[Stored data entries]
>>>>>
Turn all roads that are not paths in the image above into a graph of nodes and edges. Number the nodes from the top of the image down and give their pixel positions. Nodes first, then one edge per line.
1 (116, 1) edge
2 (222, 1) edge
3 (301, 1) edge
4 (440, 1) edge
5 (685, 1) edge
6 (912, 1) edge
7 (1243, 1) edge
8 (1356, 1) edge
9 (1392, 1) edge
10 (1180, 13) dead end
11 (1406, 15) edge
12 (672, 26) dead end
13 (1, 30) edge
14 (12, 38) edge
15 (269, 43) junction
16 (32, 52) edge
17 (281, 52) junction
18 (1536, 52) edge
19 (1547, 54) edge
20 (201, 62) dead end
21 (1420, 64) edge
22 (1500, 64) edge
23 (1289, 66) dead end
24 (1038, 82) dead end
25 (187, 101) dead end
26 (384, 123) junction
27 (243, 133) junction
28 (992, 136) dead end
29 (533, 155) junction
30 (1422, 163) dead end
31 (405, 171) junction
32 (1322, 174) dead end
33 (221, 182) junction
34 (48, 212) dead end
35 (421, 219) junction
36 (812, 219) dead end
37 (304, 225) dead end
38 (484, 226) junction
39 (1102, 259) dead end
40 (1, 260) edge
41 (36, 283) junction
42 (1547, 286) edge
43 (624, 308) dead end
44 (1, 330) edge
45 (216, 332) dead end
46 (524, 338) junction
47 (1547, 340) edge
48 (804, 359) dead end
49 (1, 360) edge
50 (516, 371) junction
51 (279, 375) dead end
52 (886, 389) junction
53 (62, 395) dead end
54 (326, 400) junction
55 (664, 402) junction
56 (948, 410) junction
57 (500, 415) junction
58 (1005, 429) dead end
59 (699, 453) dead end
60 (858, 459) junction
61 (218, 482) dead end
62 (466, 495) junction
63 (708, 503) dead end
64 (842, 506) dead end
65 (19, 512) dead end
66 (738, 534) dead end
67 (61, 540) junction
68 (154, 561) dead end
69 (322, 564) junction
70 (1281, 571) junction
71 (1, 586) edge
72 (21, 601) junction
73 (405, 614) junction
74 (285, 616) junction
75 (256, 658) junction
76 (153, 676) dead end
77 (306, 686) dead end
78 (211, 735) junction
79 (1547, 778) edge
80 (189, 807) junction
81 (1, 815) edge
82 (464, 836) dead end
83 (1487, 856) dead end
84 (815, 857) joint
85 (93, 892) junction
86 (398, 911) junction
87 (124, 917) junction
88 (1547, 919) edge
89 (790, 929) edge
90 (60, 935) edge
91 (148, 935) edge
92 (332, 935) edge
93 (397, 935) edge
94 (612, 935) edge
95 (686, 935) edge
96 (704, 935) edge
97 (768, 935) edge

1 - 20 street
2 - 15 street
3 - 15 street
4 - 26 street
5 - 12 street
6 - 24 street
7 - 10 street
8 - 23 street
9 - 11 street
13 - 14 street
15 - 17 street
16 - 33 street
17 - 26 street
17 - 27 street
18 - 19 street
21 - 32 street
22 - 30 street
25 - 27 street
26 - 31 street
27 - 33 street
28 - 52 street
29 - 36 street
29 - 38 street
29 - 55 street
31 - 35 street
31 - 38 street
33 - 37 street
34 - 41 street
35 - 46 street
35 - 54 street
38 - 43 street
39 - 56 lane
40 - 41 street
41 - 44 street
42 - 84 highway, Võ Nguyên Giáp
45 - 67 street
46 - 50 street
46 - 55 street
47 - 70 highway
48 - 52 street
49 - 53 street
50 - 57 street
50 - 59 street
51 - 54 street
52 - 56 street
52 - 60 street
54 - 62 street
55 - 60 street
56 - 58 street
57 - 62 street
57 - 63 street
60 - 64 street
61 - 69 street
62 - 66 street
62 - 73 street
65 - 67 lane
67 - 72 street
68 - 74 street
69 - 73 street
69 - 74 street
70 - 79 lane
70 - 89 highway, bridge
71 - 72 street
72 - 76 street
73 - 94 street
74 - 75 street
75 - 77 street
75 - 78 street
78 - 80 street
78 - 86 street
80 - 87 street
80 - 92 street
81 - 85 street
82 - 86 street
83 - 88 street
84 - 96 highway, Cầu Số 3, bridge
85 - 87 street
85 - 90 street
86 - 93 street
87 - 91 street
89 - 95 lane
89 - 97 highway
<<<<<
• **Task**
What is needed is every line from the data above that includes the string "lane", copied out.

• **Exercise solution**
39 - 56 lane
65 - 67 lane
70 - 79 lane
89 - 95 lane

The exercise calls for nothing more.